Try it - Work through the entries below and show every line in which "roads" is found.

Source material -
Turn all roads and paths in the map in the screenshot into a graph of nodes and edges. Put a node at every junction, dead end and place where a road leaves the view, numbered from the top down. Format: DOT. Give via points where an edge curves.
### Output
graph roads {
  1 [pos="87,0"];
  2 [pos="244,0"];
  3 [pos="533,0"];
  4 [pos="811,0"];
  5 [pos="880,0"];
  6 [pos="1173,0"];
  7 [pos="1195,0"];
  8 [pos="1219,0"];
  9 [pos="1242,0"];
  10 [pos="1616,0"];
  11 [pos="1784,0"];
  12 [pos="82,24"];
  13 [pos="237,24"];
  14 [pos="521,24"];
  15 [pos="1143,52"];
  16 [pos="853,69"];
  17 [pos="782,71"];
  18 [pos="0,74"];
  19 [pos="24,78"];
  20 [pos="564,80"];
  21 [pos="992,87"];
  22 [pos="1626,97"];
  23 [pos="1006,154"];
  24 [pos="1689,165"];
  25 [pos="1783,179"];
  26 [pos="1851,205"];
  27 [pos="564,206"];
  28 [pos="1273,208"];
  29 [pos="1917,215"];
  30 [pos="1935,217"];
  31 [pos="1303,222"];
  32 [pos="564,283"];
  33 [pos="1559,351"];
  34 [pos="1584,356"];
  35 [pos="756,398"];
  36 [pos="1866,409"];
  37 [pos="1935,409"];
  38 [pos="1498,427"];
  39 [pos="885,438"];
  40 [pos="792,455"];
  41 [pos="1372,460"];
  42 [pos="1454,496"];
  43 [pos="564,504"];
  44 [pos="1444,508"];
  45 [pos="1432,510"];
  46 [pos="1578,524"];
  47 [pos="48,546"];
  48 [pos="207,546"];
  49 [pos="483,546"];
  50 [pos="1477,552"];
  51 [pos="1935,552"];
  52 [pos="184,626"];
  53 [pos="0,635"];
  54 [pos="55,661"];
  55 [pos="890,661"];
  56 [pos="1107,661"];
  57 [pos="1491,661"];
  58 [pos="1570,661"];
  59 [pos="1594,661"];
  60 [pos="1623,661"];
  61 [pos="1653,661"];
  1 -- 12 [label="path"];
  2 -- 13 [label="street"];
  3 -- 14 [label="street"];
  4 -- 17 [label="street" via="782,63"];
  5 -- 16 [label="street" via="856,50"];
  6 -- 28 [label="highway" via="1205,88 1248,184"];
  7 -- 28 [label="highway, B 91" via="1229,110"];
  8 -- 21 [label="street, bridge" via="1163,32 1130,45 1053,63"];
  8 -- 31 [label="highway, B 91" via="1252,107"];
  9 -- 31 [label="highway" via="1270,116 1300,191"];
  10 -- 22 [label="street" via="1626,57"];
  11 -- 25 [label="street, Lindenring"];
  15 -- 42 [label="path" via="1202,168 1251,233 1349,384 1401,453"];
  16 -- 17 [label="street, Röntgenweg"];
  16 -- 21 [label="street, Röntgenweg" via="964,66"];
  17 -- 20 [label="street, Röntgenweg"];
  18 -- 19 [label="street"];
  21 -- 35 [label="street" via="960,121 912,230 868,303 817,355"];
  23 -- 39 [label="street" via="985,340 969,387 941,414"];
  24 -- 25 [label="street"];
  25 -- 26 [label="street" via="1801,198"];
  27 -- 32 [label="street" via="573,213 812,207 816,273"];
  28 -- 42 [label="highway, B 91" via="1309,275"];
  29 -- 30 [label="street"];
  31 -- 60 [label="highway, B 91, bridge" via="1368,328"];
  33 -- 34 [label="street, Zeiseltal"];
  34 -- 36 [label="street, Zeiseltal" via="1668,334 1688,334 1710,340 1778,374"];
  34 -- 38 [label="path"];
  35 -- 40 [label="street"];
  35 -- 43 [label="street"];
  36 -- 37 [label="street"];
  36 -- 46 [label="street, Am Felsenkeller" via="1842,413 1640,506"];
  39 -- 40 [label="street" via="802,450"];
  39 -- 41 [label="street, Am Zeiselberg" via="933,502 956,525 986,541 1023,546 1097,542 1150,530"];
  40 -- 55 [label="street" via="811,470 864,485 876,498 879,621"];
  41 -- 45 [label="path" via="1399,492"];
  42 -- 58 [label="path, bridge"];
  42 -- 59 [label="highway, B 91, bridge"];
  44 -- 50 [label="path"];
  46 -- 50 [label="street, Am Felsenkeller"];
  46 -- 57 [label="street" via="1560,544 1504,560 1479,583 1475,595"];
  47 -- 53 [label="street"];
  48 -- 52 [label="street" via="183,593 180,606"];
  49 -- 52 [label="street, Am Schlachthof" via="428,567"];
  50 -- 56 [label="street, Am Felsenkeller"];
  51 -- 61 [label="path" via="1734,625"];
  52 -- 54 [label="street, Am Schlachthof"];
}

Solution to the problem -
Turn all roads and paths in the map in the screenshot into a graph of nodes and edges. Put a node at every junction, dead end and place where a road leaves the view, numbered from the top down. Format: DOT. Give via points where an edge curves.
graph roads {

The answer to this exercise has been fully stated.